▶ _Exercise directions_
Every line below needs to be returned exactly as written.

[Start of Attachment]

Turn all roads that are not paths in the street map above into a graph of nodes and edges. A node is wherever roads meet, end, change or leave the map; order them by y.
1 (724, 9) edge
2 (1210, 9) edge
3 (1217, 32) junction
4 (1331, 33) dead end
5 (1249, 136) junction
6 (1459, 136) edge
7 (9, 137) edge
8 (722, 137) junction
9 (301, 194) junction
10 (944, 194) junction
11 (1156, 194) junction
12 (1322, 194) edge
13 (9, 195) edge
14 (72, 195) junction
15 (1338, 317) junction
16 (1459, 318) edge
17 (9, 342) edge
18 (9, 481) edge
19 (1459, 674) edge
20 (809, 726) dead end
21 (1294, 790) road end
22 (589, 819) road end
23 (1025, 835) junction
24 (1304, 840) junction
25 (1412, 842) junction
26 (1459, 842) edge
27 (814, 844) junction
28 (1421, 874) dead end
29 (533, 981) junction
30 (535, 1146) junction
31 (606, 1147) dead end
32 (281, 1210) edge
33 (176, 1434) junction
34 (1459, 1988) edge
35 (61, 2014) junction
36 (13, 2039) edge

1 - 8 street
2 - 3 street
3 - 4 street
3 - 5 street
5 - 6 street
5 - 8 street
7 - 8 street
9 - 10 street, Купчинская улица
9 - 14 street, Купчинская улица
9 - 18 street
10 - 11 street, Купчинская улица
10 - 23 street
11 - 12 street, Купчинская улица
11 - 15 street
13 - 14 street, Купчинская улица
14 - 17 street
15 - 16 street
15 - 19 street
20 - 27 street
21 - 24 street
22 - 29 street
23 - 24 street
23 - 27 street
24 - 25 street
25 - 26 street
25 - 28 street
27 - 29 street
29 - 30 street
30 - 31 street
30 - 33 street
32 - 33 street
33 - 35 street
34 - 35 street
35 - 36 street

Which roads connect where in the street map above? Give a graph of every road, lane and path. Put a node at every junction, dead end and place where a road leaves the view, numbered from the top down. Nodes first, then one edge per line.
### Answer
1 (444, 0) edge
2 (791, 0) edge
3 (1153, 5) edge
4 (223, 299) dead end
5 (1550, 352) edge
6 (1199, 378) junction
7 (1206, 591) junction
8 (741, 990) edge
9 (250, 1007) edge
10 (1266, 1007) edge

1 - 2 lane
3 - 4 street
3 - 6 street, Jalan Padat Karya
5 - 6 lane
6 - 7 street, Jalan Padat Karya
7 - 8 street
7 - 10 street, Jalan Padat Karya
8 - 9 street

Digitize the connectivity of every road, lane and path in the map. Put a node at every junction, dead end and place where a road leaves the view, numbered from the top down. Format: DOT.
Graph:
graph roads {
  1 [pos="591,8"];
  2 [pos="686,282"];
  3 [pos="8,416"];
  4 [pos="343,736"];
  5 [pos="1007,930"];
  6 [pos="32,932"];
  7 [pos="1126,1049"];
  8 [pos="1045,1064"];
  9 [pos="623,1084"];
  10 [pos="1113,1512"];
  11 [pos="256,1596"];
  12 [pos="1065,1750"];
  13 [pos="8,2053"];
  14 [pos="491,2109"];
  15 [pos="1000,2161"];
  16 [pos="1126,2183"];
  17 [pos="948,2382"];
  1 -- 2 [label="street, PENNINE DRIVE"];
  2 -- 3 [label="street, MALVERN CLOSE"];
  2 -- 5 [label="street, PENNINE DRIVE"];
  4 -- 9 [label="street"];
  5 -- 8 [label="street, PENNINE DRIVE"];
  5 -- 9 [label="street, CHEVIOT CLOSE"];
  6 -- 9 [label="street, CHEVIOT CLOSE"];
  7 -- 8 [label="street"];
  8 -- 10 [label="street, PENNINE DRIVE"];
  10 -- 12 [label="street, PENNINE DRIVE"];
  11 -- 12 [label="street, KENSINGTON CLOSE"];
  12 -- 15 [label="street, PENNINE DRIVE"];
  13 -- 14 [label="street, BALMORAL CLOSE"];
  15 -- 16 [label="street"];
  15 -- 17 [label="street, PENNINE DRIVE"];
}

[End of Attachment]

▶ _Response below_
Turn all roads that are not paths in the street map above into a graph of nodes and edges. A node is wherever roads meet, end, change or leave the map; order them by y.
1 (724, 9) edge
2 (1210, 9) edge
3 (1217, 32) junction
4 (1331, 33) dead end
5 (1249, 136) junction
6 (1459, 136) edge
7 (9, 137) edge
8 (722, 137) junction
9 (301, 194) junction
10 (944, 194) junction
11 (1156, 194) junction
12 (1322, 194) edge
13 (9, 195) edge
14 (72, 195) junction
15 (1338, 317) junction
16 (1459, 318) edge
17 (9, 342) edge
18 (9, 481) edge
19 (1459, 674) edge
20 (809, 726) dead end
21 (1294, 790) road end
22 (589, 819) road end
23 (1025, 835) junction
24 (1304, 840) junction
25 (1412, 842) junction
26 (1459, 842) edge
27 (814, 844) junction
28 (1421, 874) dead end
29 (533, 981) junction
30 (535, 1146) junction
31 (606, 1147) dead end
32 (281, 1210) edge
33 (176, 1434) junction
34 (1459, 1988) edge
35 (61, 2014) junction
36 (13, 2039) edge

1 - 8 street
2 - 3 street
3 - 4 street
3 - 5 street
5 - 6 street
5 - 8 street
7 - 8 street
9 - 10 street, Купчинская улица
9 - 14 street, Купчинская улица
9 - 18 street
10 - 11 street, Купчинская улица
10 - 23 street
11 - 12 street, Купчинская улица
11 - 15 street
13 - 14 street, Купчинская улица
14 - 17 street
15 - 16 street
15 - 19 street
20 - 27 street
21 - 24 street
22 - 29 street
23 - 24 street
23 - 27 street
24 - 25 street
25 - 26 street
25 - 28 street
27 - 29 street
29 - 30 street
30 - 31 street
30 - 33 street
32 - 33 street
33 - 35 street
34 - 35 street
35 - 36 street

Which roads connect where in the street map above? Give a graph of every road, lane and path. Put a node at every junction, dead end and place where a road leaves the view, numbered from the top down. Nodes first, then one edge per line.
### Answer
1 (444, 0) edge
2 (791, 0) edge
3 (1153, 5) edge
4 (223, 299) dead end
5 (1550, 352) edge
6 (1199, 378) junction
7 (1206, 591) junction
8 (741, 990) edge
9 (250, 1007) edge
10 (1266, 1007) edge

1 - 2 lane
3 - 4 street
3 - 6 street, Jalan Padat Karya
5 - 6 lane
6 - 7 street, Jalan Padat Karya
7 - 8 street
7 - 10 street, Jalan Padat Karya
8 - 9 street

Digitize the connectivity of every road, lane and path in the map. Put a node at every junction, dead end and place where a road leaves the view, numbered from the top down. Format: DOT.
Graph:
graph roads {
  1 [pos="591,8"];
  2 [pos="686,282"];
  3 [pos="8,416"];
  4 [pos="343,736"];
  5 [pos="1007,930"];
  6 [pos="32,932"];
  7 [pos="1126,1049"];
  8 [pos="1045,1064"];
  9 [pos="623,1084"];
  10 [pos="1113,1512"];
  11 [pos="256,1596"];
  12 [pos="1065,1750"];
  13 [pos="8,2053"];
  14 [pos="491,2109"];
  15 [pos="1000,2161"];
  16 [pos="1126,2183"];
  17 [pos="948,2382"];
  1 -- 2 [label="street, PENNINE DRIVE"];
  2 -- 3 [label="street, MALVERN CLOSE"];
  2 -- 5 [label="street, PENNINE DRIVE"];
  4 -- 9 [label="street"];
  5 -- 8 [label="street, PENNINE DRIVE"];
  5 -- 9 [label="street, CHEVIOT CLOSE"];
  6 -- 9 [label="street, CHEVIOT CLOSE"];
  7 -- 8 [label="street"];
  8 -- 10 [label="street, PENNINE DRIVE"];
  10 -- 12 [label="street, PENNINE DRIVE"];
  11 -- 12 [label="street, KENSINGTON CLOSE"];
  12 -- 15 [label="street, PENNINE DRIVE"];
  13 -- 14 [label="street, BALMORAL CLOSE"];
  15 -- 16 [label="street"];
  15 -- 17 [label="street, PENNINE DRIVE"];
}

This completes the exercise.